### Exercise prompt
A faithful transcript of all the lines below, with no pictures, is the goal here.

### Information given
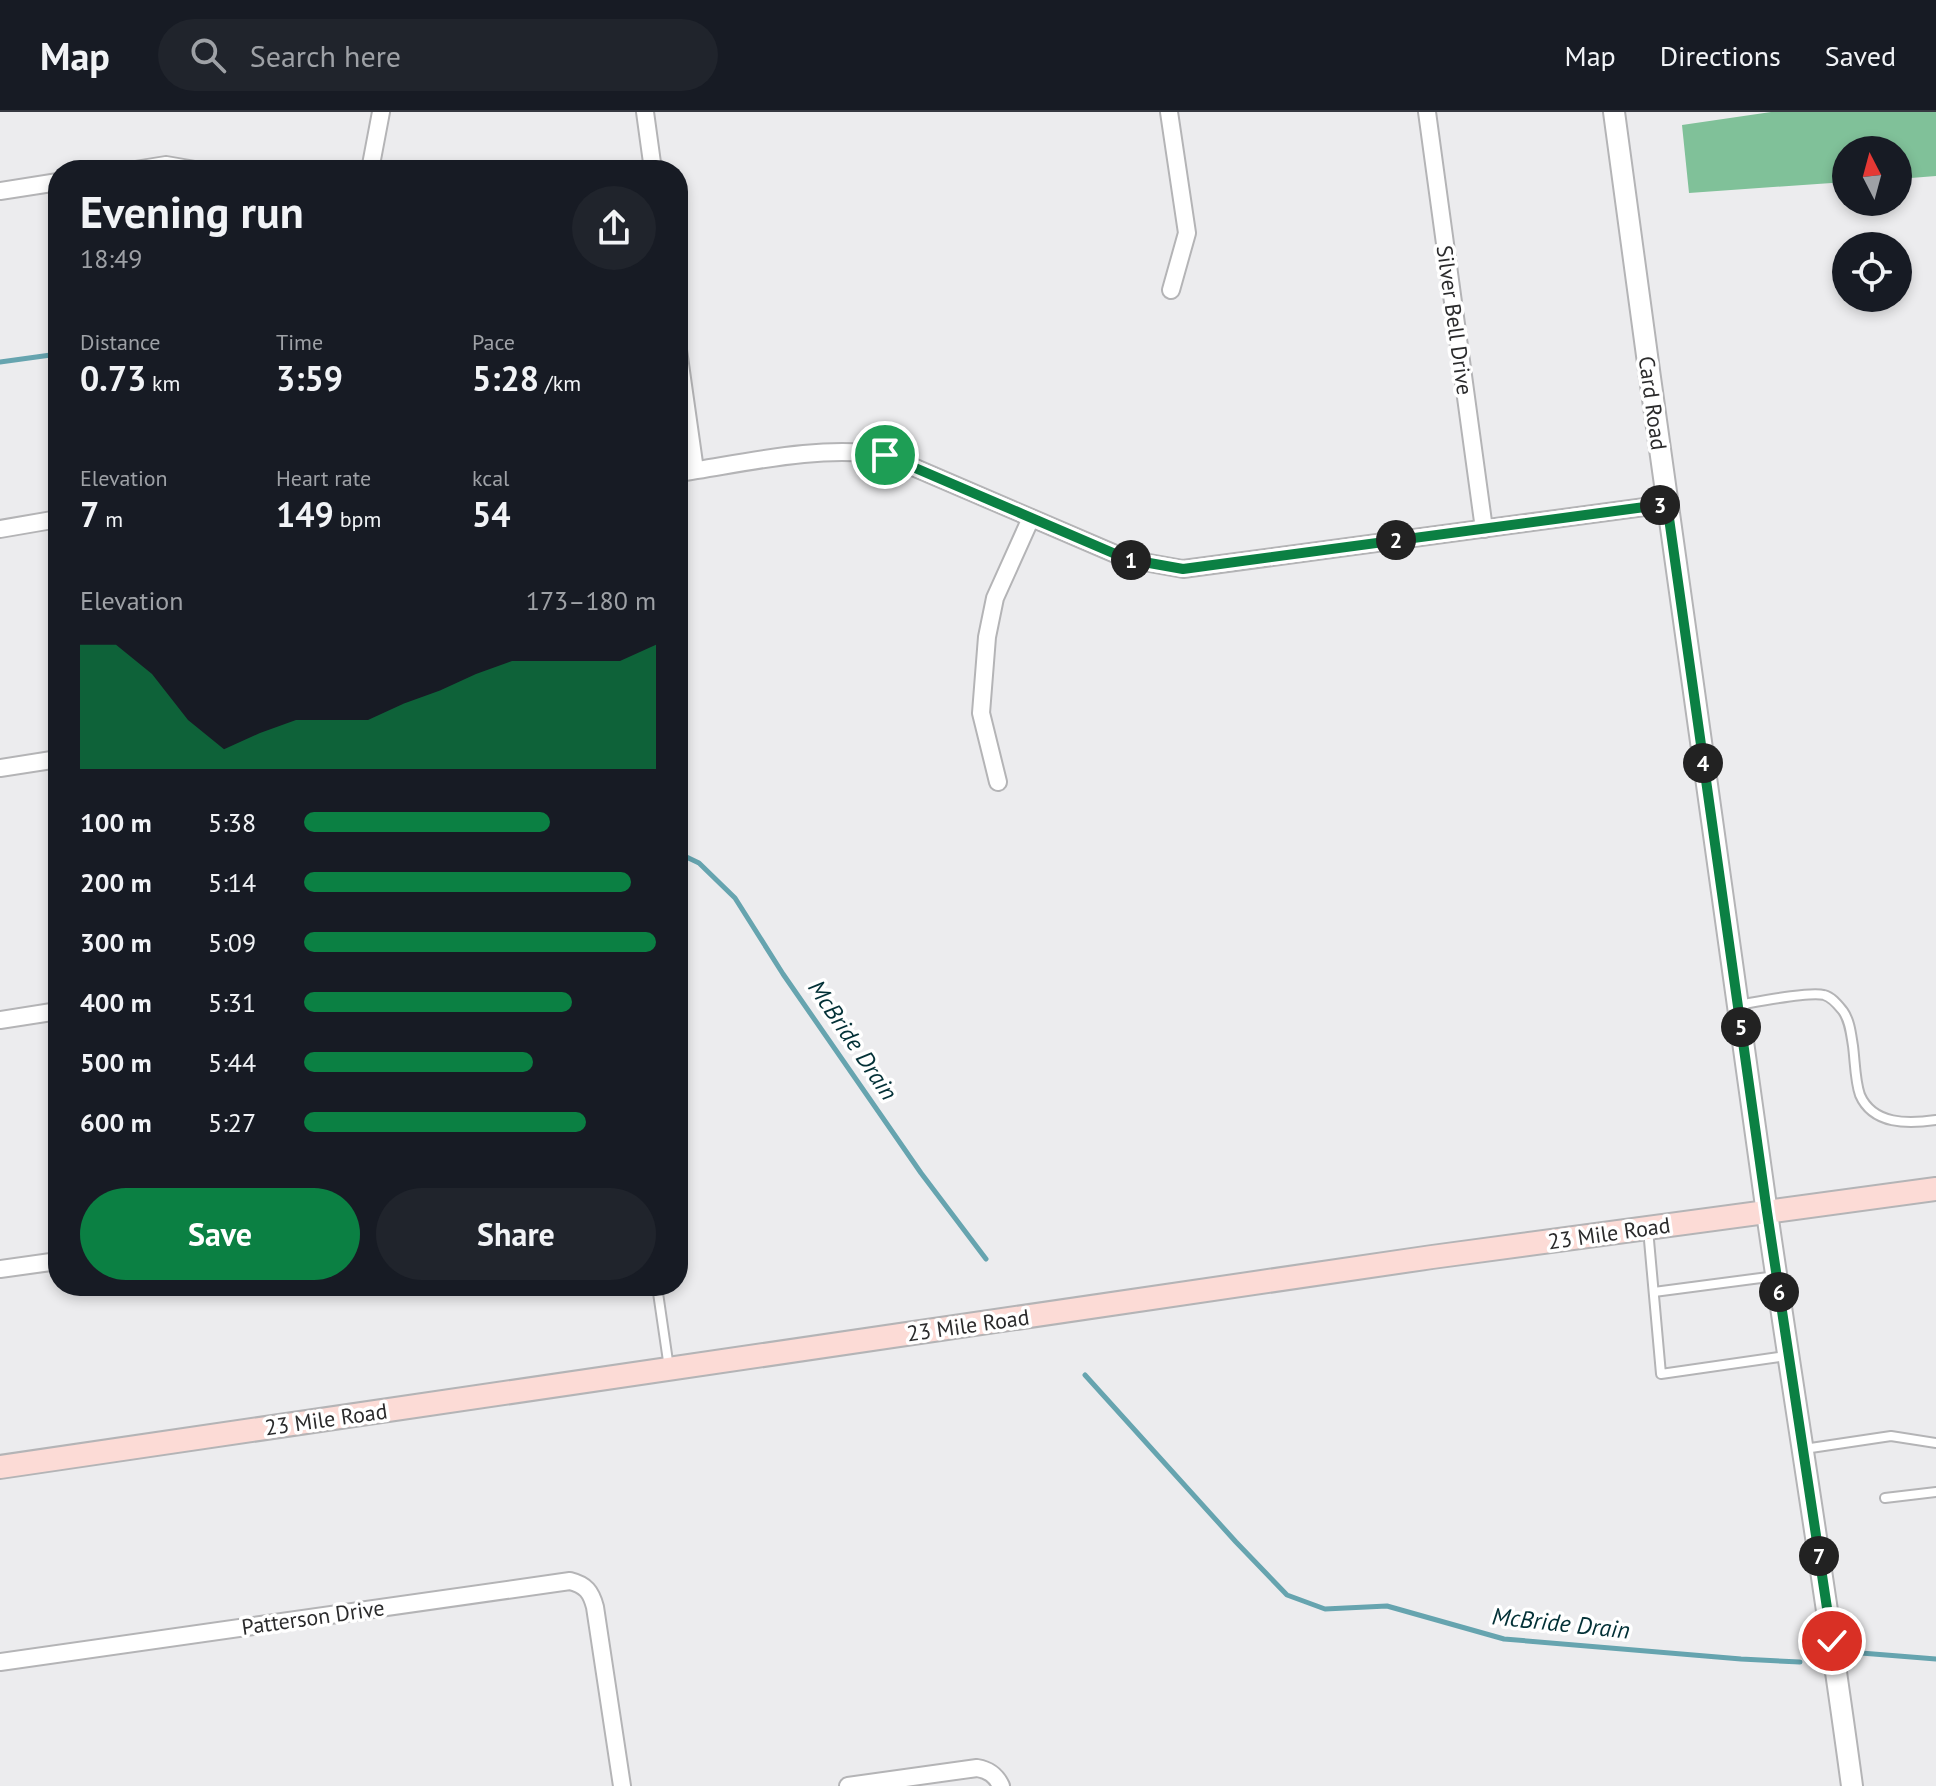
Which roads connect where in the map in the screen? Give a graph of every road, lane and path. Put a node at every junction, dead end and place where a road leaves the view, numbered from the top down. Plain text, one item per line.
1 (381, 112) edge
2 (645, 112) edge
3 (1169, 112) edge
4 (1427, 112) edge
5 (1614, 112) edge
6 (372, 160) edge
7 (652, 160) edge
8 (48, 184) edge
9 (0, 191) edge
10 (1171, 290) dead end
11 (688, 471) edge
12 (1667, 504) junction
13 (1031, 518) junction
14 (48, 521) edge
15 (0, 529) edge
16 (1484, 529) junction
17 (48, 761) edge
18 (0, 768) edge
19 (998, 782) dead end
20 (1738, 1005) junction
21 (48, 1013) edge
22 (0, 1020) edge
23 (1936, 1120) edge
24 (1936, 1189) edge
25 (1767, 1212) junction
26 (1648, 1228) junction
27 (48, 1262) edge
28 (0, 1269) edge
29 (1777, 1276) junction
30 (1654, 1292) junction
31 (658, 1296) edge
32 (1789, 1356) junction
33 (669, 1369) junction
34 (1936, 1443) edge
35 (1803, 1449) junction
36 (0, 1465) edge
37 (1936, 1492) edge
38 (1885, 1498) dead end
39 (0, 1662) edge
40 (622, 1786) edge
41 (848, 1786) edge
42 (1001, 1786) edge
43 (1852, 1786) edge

### Written solution
Which roads connect where in the map in the screen? Give a graph of every road, lane and path. Put a node at every junction, dead end and place where a road leaves the view, numbered from the top down. Plain text, one item per line.
1 (381, 112) edge
2 (645, 112) edge
3 (1169, 112) edge
4 (1427, 112) edge
5 (1614, 112) edge
6 (372, 160) edge
7 (652, 160) edge
8 (48, 184) edge
9 (0, 191) edge
10 (1171, 290) dead end
11 (688, 471) edge
12 (1667, 504) junction
13 (1031, 518) junction
14 (48, 521) edge
15 (0, 529) edge
16 (1484, 529) junction
17 (48, 761) edge
18 (0, 768) edge
19 (998, 782) dead end
20 (1738, 1005) junction
21 (48, 1013) edge
22 (0, 1020) edge
23 (1936, 1120) edge
24 (1936, 1189) edge
25 (1767, 1212) junction
26 (1648, 1228) junction
27 (48, 1262) edge
28 (0, 1269) edge
29 (1777, 1276) junction
30 (1654, 1292) junction
31 (658, 1296) edge
32 (1789, 1356) junction
33 (669, 1369) junction
34 (1936, 1443) edge
35 (1803, 1449) junction
36 (0, 1465) edge
37 (1936, 1492) edge
38 (1885, 1498) dead end
39 (0, 1662) edge
40 (622, 1786) edge
41 (848, 1786) edge
42 (1001, 1786) edge
43 (1852, 1786) edge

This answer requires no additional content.